> [Work task]
Pick out each line of the records that includes the string "Robertson", and copy it.

*** Opening of Data to use ***

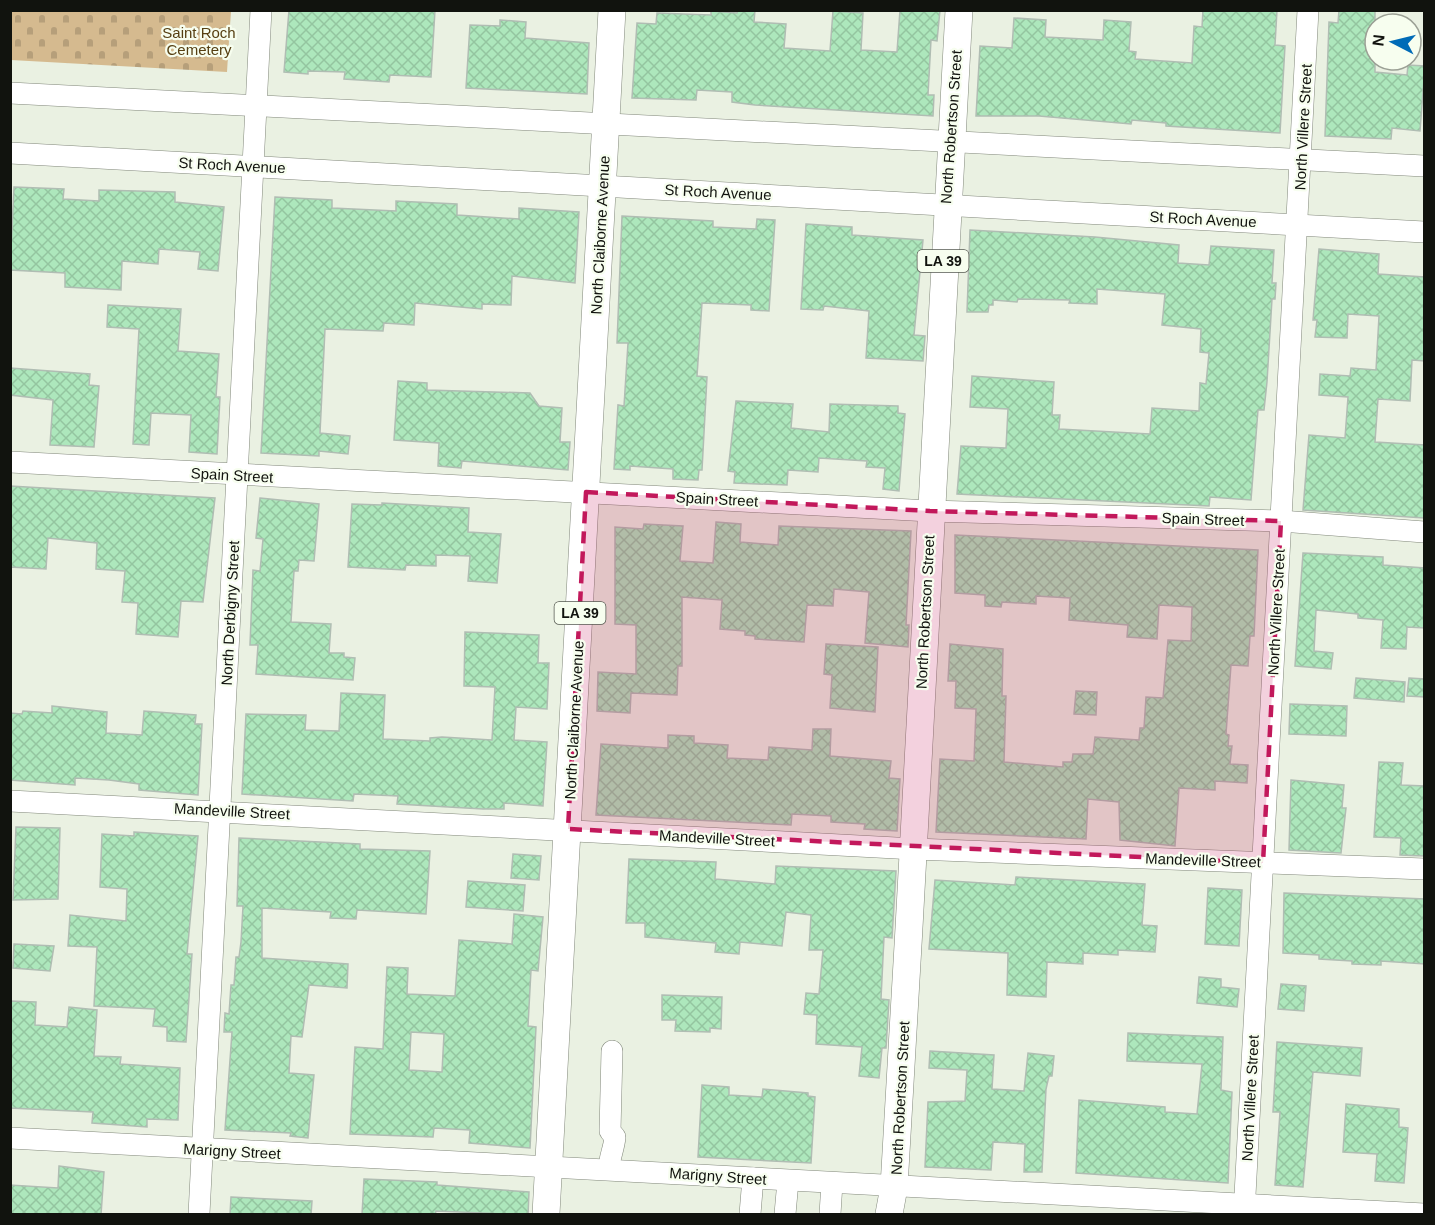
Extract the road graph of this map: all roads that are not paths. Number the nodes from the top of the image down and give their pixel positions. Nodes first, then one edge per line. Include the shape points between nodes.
1 (261, 10) edge
2 (612, 10) edge
3 (958, 10) edge
4 (1308, 10) edge
5 (10, 93) edge
6 (256, 106) junction
7 (606, 126) junction
8 (950, 143) junction
9 (10, 153) edge
10 (1301, 160) junction
11 (253, 166) junction
12 (1425, 166) edge
13 (602, 186) junction
14 (947, 205) junction
15 (1298, 225) junction
16 (1425, 232) edge
17 (10, 462) edge
18 (237, 476) junction
19 (586, 492) junction
20 (930, 511) junction
21 (1281, 521) junction
22 (1425, 532) edge
23 (10, 801) edge
24 (219, 810) junction
25 (568, 829) junction
26 (915, 849) junction
27 (1263, 862) junction
28 (1425, 869) edge
29 (612, 1051) dead end
30 (10, 1138) edge
31 (202, 1150) junction
32 (609, 1165) junction
33 (549, 1166) junction
34 (753, 1178) junction
35 (788, 1181) junction
36 (832, 1183) junction
37 (894, 1187) junction
38 (1244, 1210) edge
39 (1425, 1214) edge
40 (199, 1215) edge
41 (546, 1215) edge
42 (750, 1215) edge
43 (785, 1215) edge
44 (830, 1215) edge
45 (891, 1215) edge

1 - 6 street, North Derbigny Street
2 - 7 main road, North Claiborne Avenue / LA 39
3 - 8 main road, North Robertson Street / LA 39
4 - 10 street, North Villere Street
5 - 6 street
6 - 7 street
6 - 11 street, North Derbigny Street
7 - 8 street
7 - 13 main road, North Claiborne Avenue / LA 39
8 - 10 street
8 - 14 main road, North Robertson Street / LA 39
9 - 11 street, St Roch Avenue
10 - 12 street
10 - 15 street, North Villere Street
11 - 13 street, St Roch Avenue
11 - 18 street, North Derbigny Street
13 - 14 street, St Roch Avenue
13 - 19 main road, North Claiborne Avenue / LA 39
14 - 15 street, St Roch Avenue
14 - 20 main road, North Robertson Street / LA 39
15 - 16 street, St Roch Avenue
15 - 21 street, North Villere Street
17 - 18 street, Spain Street
18 - 19 street, Spain Street
18 - 24 street, North Derbigny Street
19 - 20 street, Spain Street
19 - 25 main road, North Claiborne Avenue / LA 39
20 - 21 street, Spain Street
20 - 26 main road, North Robertson Street / LA 39
21 - 22 street, Spain Street
21 - 27 street, North Villere Street
23 - 24 street, Mandeville Street
24 - 25 street, Mandeville Street
24 - 31 street, North Derbigny Street
25 - 26 street, Mandeville Street
25 - 33 main road, North Claiborne Avenue / LA 39
26 - 27 street, Mandeville Street
26 - 37 main road, North Robertson Street / LA 39
27 - 28 street, Mandeville Street
27 - 38 street, North Villere Street
29 - 32 street via 610,1131 605,1136 604,1156
30 - 31 street, Marigny Street
31 - 33 street, Marigny Street
31 - 40 street, North Derbigny Street
32 - 33 street, Marigny Street
32 - 34 street, Marigny Street
33 - 41 main road, North Claiborne Avenue / LA 39
34 - 35 street, Marigny Street
34 - 42 street
35 - 36 street, Marigny Street
35 - 43 street
36 - 37 street, Marigny Street
36 - 44 street
37 - 38 street, Marigny Street
37 - 45 main road, LA 39
38 - 39 street, Marigny Street

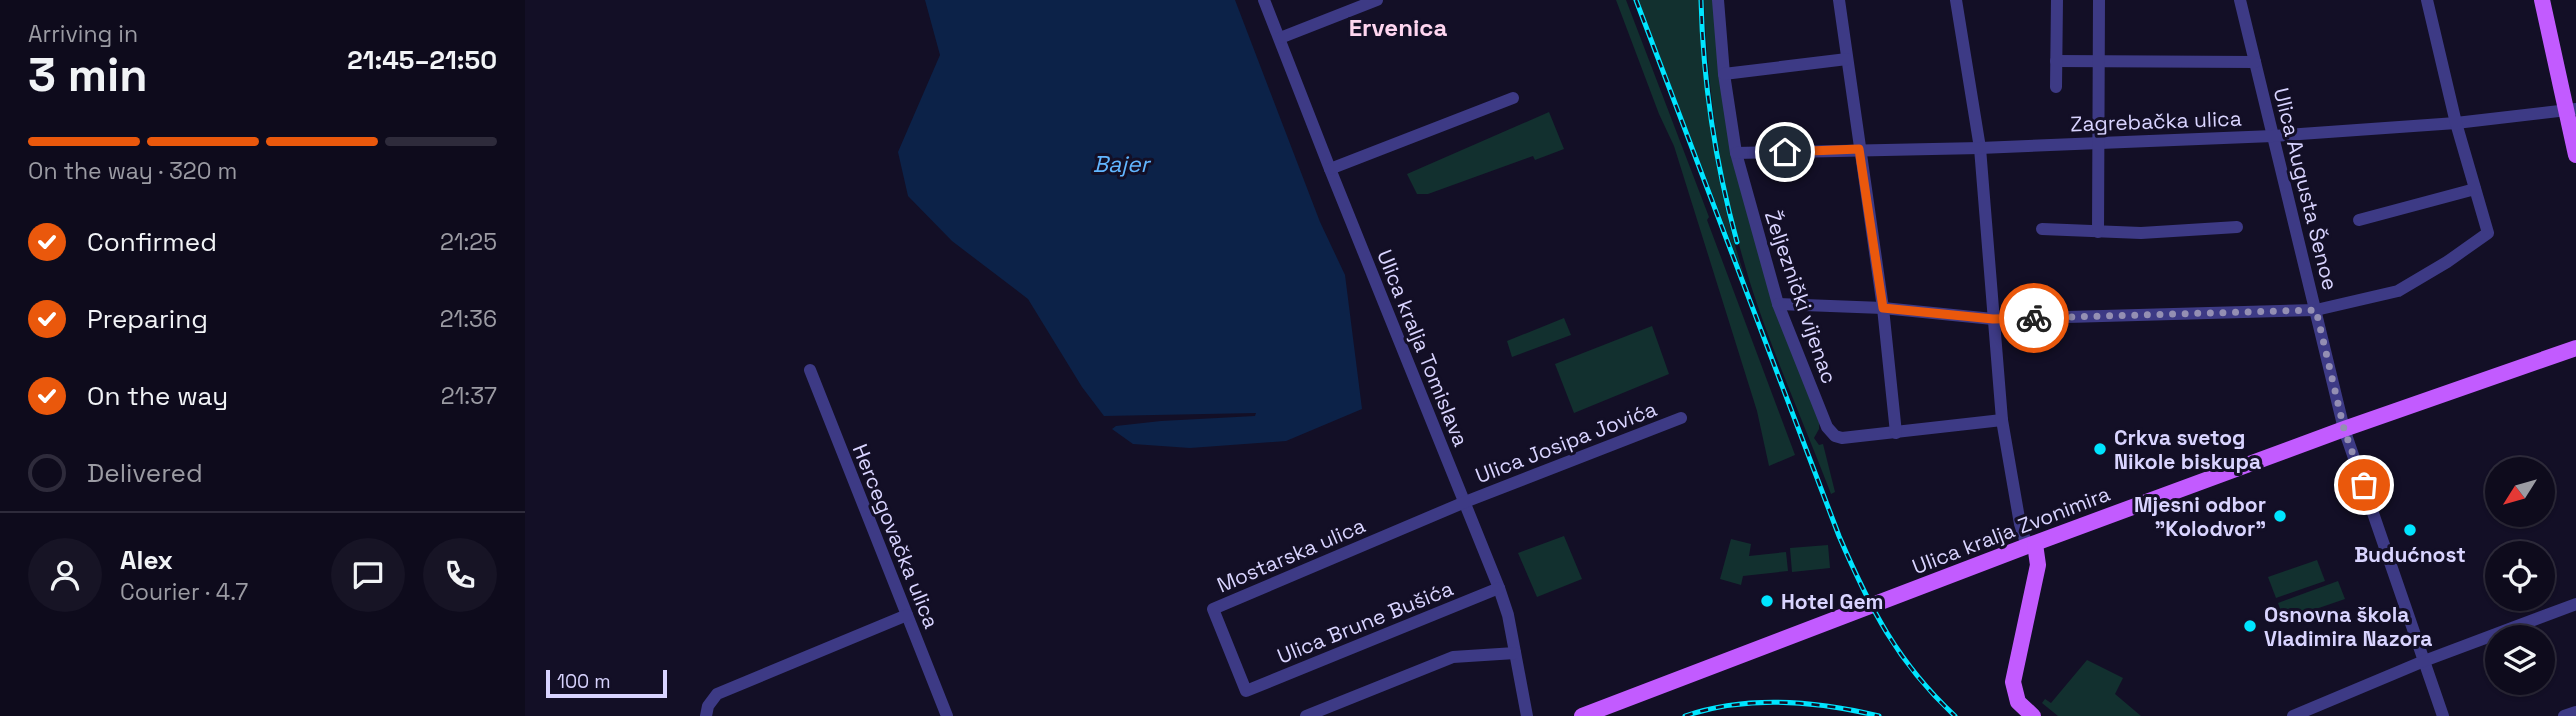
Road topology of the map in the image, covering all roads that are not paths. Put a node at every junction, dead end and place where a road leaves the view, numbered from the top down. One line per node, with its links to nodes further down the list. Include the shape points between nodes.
1 (1265, 0): 11 (street, Ulica kralja Tomislava)
2 (1718, 0): 16 (street, Željeznički vijenac)
3 (1839, 0): 12 (street)
4 (1956, 0): 23 (street)
5 (2057, 0): 13 (street)
6 (2099, 0): 14 (street)
7 (2240, 0): 15 (street, Ulica Augusta Šenoe)
8 (2427, 0): 20 (street)
9 (2542, 0): 19 (main road)
10 (1369, 2): 11 (street)
11 (1280, 38): 27 (street, Ulica kralja Tomislava)
12 (1847, 59): 16 (street); 24 (street)
13 (2056, 61): 14 (street); 17 (street)
14 (2098, 61): 15 (street); 22 (street)
15 (2255, 62): 21 (street, Ulica Augusta Šenoe)
16 (1724, 74): 25 (street, Željeznički vijenac)
17 (2056, 87)
18 (1513, 98): 27 (street)
19 (2571, 111): 20 (street, Zagrebačka ulica); 26 (main road)
20 (2456, 123): 21 (street, Zagrebačka ulica); 28 (street)
21 (2273, 135): 22 (street, Zagrebačka ulica); 35 (street, Ulica Augusta Šenoe)
22 (2097, 142): 23 (street, Zagrebačka ulica); 32 (street)
23 (1980, 148): 24 (street, Zagrebačka ulica); 36 (street)
24 (1859, 149): 25 (street, Zagrebačka ulica); 34 (street)
25 (1736, 153): 33 (street, Željeznički vijenac)
26 (2576, 155)
27 (1330, 169): 43 (street, Ulica kralja Tomislava)
28 (2475, 189): 29 (street); 35 (street, via 2488,233 2398,291)
29 (2359, 220)
30 (2237, 227): 32 (street)
31 (2042, 229): 32 (street)
32 (2098, 232)
33 (1778, 304): 34 (street); 42 (street, Željeznički vijenac, via 1822,418 1835,436)
34 (1883, 308): 36 (street); 42 (street)
35 (2316, 310): 36 (street); 41 (street, Ulica Augusta Šenoe)
36 (1993, 319): 40 (street)
37 (2576, 348): 41 (main road, Ulica kralja Zvonimira)
38 (810, 370): 47 (street, Hercegovačka ulica)
39 (1681, 418): 43 (street, Ulica Josipa Jovića)
40 (2002, 420): 42 (street); 44 (street, via 2019,524)
41 (2344, 429): 44 (main road, Ulica kralja Zvonimira); 49 (street, Ulica Augusta Šenoe)
42 (1896, 433)
43 (1465, 502): 45 (street, Ulica kralja Tomislava); 50 (street, Mostarska ulica, via 1213,609)
44 (2031, 545): 56 (main road, Ulica kralja Zvonimira); 57 (main road, via 2038,565 2013,681 2018,702)
45 (1499, 588): 48 (street, Ulica kralja Tomislava); 50 (street, Ulica Brune Bušića)
46 (2576, 604): 49 (street)
47 (907, 615): 52 (street, via 717,694); 53 (street, Hercegovačka ulica)
48 (1515, 653): 54 (street, via 1453,657); 55 (street, Ulica kralja Tomislava)
49 (2424, 661): 58 (street); 59 (street, Ulica Augusta Šenoe)
50 (1246, 691)
51 (2576, 712): 60 (street)
52 (706, 716)
53 (947, 716)
54 (1306, 716)
55 (1527, 716)
56 (1583, 716)
57 (2033, 716)
58 (2293, 716)
59 (2443, 716)
60 (2564, 716)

*** Close of Data to use ***

> [Written answer]
3 - 8 main road, North Robertson Street / LA 39
8 - 14 main road, North Robertson Street / LA 39
14 - 20 main road, North Robertson Street / LA 39
20 - 26 main road, North Robertson Street / LA 39
26 - 37 main road, North Robertson Street / LA 39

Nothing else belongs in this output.